TASK TO COMPLETE
Every record that follows should be written out again without any change.

EXCERPTED DATA
┌──

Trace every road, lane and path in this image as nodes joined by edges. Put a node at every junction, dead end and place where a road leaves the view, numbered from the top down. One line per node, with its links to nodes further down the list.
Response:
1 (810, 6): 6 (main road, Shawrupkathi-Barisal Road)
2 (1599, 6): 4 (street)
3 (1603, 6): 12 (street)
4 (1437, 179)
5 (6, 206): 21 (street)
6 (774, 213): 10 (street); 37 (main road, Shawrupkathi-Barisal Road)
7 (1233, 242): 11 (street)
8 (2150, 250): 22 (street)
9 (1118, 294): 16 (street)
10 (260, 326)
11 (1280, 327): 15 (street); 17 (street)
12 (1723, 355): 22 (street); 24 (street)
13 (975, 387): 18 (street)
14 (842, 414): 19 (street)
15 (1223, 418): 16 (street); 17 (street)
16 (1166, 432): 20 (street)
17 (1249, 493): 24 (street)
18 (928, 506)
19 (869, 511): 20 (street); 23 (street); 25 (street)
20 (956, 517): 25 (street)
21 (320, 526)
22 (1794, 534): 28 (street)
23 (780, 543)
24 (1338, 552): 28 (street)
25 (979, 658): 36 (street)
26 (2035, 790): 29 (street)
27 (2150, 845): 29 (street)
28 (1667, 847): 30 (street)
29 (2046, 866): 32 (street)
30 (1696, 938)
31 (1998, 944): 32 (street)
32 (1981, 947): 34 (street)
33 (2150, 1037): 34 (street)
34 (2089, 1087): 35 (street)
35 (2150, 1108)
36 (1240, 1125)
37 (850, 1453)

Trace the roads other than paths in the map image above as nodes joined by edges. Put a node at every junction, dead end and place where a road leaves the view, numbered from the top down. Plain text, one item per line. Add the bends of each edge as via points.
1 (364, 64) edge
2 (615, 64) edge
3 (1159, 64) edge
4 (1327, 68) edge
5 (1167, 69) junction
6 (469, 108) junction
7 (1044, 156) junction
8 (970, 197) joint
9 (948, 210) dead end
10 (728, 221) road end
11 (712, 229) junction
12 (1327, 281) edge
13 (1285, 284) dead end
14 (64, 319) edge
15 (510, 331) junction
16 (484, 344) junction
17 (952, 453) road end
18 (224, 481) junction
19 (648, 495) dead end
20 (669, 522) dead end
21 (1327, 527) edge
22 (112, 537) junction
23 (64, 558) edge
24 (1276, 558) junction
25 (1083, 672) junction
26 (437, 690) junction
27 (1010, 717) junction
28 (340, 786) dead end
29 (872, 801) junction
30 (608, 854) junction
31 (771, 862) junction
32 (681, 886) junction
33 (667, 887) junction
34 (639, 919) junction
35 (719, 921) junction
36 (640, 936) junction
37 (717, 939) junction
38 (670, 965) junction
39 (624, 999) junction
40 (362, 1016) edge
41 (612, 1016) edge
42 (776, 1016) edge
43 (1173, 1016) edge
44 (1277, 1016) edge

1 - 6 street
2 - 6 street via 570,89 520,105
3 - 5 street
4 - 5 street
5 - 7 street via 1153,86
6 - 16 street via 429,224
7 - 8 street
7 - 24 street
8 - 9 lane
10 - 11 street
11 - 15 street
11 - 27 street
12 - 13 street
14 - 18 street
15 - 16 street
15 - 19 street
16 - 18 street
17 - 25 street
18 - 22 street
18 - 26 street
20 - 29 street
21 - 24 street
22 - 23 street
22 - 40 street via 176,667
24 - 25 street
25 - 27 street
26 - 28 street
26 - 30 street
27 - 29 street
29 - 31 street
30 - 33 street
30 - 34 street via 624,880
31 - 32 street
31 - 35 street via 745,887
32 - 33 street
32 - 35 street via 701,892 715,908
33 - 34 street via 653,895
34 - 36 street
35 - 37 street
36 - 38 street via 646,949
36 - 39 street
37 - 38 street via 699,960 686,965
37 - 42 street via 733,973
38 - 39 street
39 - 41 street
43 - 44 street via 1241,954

└──

ANSWER AREA
Trace every road, lane and path in this image as nodes joined by edges. Put a node at every junction, dead end and place where a road leaves the view, numbered from the top down. One line per node, with its links to nodes further down the list.
Response:
1 (810, 6): 6 (main road, Shawrupkathi-Barisal Road)
2 (1599, 6): 4 (street)
3 (1603, 6): 12 (street)
4 (1437, 179)
5 (6, 206): 21 (street)
6 (774, 213): 10 (street); 37 (main road, Shawrupkathi-Barisal Road)
7 (1233, 242): 11 (street)
8 (2150, 250): 22 (street)
9 (1118, 294): 16 (street)
10 (260, 326)
11 (1280, 327): 15 (street); 17 (street)
12 (1723, 355): 22 (street); 24 (street)
13 (975, 387): 18 (street)
14 (842, 414): 19 (street)
15 (1223, 418): 16 (street); 17 (street)
16 (1166, 432): 20 (street)
17 (1249, 493): 24 (street)
18 (928, 506)
19 (869, 511): 20 (street); 23 (street); 25 (street)
20 (956, 517): 25 (street)
21 (320, 526)
22 (1794, 534): 28 (street)
23 (780, 543)
24 (1338, 552): 28 (street)
25 (979, 658): 36 (street)
26 (2035, 790): 29 (street)
27 (2150, 845): 29 (street)
28 (1667, 847): 30 (street)
29 (2046, 866): 32 (street)
30 (1696, 938)
31 (1998, 944): 32 (street)
32 (1981, 947): 34 (street)
33 (2150, 1037): 34 (street)
34 (2089, 1087): 35 (street)
35 (2150, 1108)
36 (1240, 1125)
37 (850, 1453)

Trace the roads other than paths in the map image above as nodes joined by edges. Put a node at every junction, dead end and place where a road leaves the view, numbered from the top down. Plain text, one item per line. Add the bends of each edge as via points.
1 (364, 64) edge
2 (615, 64) edge
3 (1159, 64) edge
4 (1327, 68) edge
5 (1167, 69) junction
6 (469, 108) junction
7 (1044, 156) junction
8 (970, 197) joint
9 (948, 210) dead end
10 (728, 221) road end
11 (712, 229) junction
12 (1327, 281) edge
13 (1285, 284) dead end
14 (64, 319) edge
15 (510, 331) junction
16 (484, 344) junction
17 (952, 453) road end
18 (224, 481) junction
19 (648, 495) dead end
20 (669, 522) dead end
21 (1327, 527) edge
22 (112, 537) junction
23 (64, 558) edge
24 (1276, 558) junction
25 (1083, 672) junction
26 (437, 690) junction
27 (1010, 717) junction
28 (340, 786) dead end
29 (872, 801) junction
30 (608, 854) junction
31 (771, 862) junction
32 (681, 886) junction
33 (667, 887) junction
34 (639, 919) junction
35 (719, 921) junction
36 (640, 936) junction
37 (717, 939) junction
38 (670, 965) junction
39 (624, 999) junction
40 (362, 1016) edge
41 (612, 1016) edge
42 (776, 1016) edge
43 (1173, 1016) edge
44 (1277, 1016) edge

1 - 6 street
2 - 6 street via 570,89 520,105
3 - 5 street
4 - 5 street
5 - 7 street via 1153,86
6 - 16 street via 429,224
7 - 8 street
7 - 24 street
8 - 9 lane
10 - 11 street
11 - 15 street
11 - 27 street
12 - 13 street
14 - 18 street
15 - 16 street
15 - 19 street
16 - 18 street
17 - 25 street
18 - 22 street
18 - 26 street
20 - 29 street
21 - 24 street
22 - 23 street
22 - 40 street via 176,667
24 - 25 street
25 - 27 street
26 - 28 street
26 - 30 street
27 - 29 street
29 - 31 street
30 - 33 street
30 - 34 street via 624,880
31 - 32 street
31 - 35 street via 745,887
32 - 33 street
32 - 35 street via 701,892 715,908
33 - 34 street via 653,895
34 - 36 street
35 - 37 street
36 - 38 street via 646,949
36 - 39 street
37 - 38 street via 699,960 686,965
37 - 42 street via 733,973
38 - 39 street
39 - 41 street
43 - 44 street via 1241,954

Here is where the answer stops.